O projeto de lei também vem na contramão de alguns princípios do partido político dos seus dois proponentes. Entre seus princípios e definições, o Manifesto do Partido Democrático Trabalhista anuncia que “proclama, afirma e defende” os direitos democráticos e sociais, entre os quais se destacam neste caso “o direito de viver em liberdade e sem medo…” e “o direito de abominar e combater a doutrina e práticas que discriminem brasileiros e demais habitantes do país… ou ainda que conduzam ao desrespeito de sua dignidade ou que suprimam ou restrinjam seus direitos humanos…”. O projeto de lei pretende amedrontar e também promove a discriminação e o desrespeito à dignidade das pessoas vivendo com HIV, transformando-as em criminosas em potencial.O mesmo Congresso Nacional aprovou, isto sim dentro do espírito do Manifesto do PDT, a Lei nº 12.984/2014, que define o crime de discriminação contra os portadores do HIV e doentes de aids, inclusive o ato de “divulgar a condição do portador do HIV ou de doente de aids, com intuito de ofender-lhe a dignidade”, o que certamente ocorreria se o P/L 198/2015 vier a ser aprovado.
Se o Congresso Nacional realmente quer contribuir para o enfrentamento do HIV e da aids, em vez de propor a criminalização de pessoas que transmitem sabidamente o vírus para outros – o que já se enquadra nas disposições do Código Penal –, teria maior impacto se apoiasse a prevenção e a promoção da saúde.

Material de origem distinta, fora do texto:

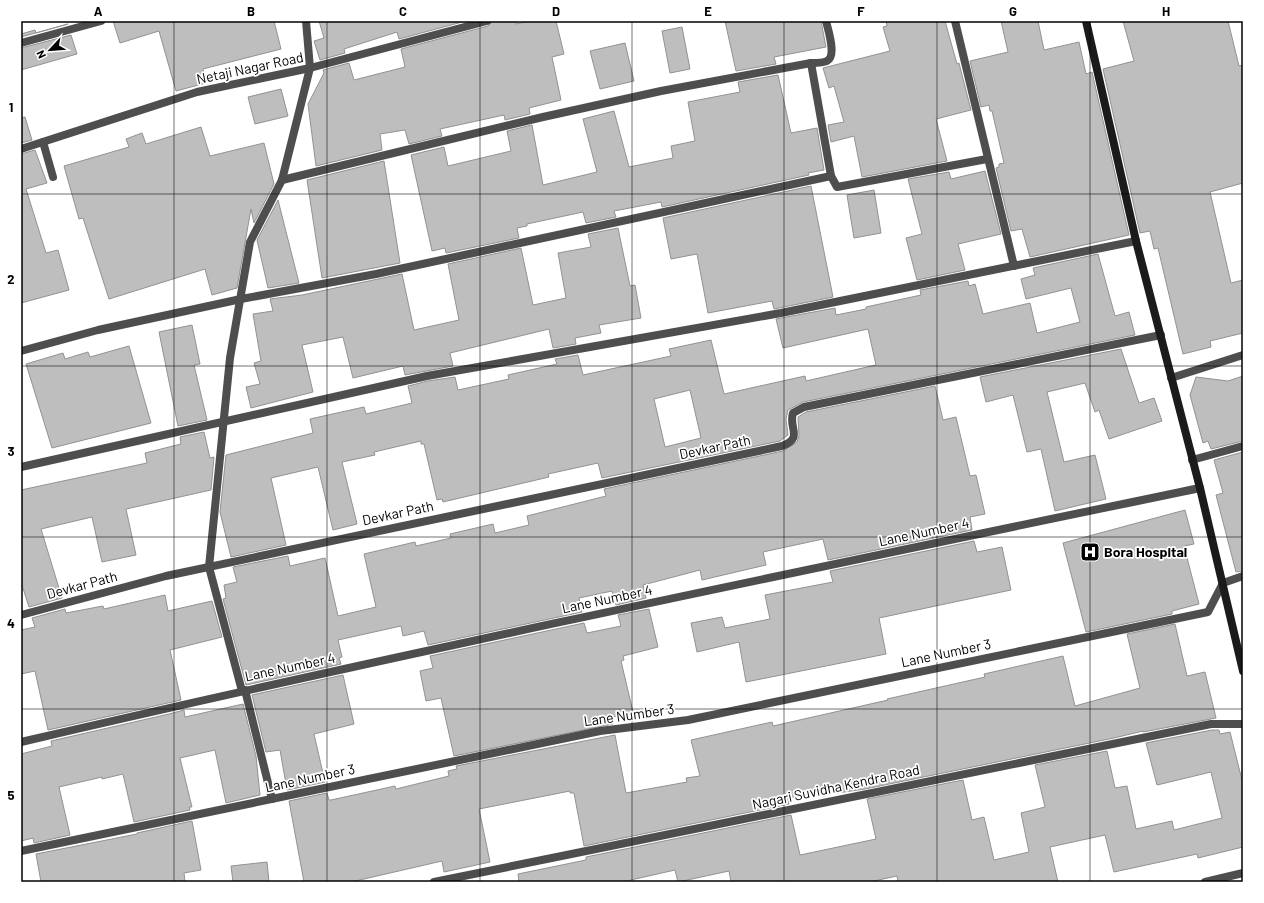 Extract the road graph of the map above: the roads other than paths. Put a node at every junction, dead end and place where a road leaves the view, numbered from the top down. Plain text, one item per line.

Por meio da testagem voluntária regular para o HIV pelas pessoas sexualmente ativas, com incentivo prático à adesão ao tratamento e retenção nos serviços de saúde daqueles com resultado reagente, com investimentos nos serviços de saúde e divulgação e disponibilização dos meios de prevenção, incentivando as pessoas a se prevenirem e a terem autonomia para tomar atitudes de cuidado de si mesmas e de outrem.
Baseado ainda nos princípios e diretrizes da Lei do Sistema Único de Saúde (8080/1990), quando colocam que as ações de serviços de saúde devem ser desenvolvidos mediantes a “utilização da epidemiologia para o estabelecimento de prioridades, a alocação de recursos e a orientação programática” e a (…) “participação da comunidade”. Desta forma, contribuiria para o alcance pelo Brasil das metas “90-90-90” das Nações Unidas: 90% das pessoas com HIV diagnosticadas; 90% destas em tratamento; e 90% destas com supressão viral até 2020, rumo ao fim da aids enquanto epidemia até 2030, no âmbito dos Objetivos de Desenvolvimento Sustentável.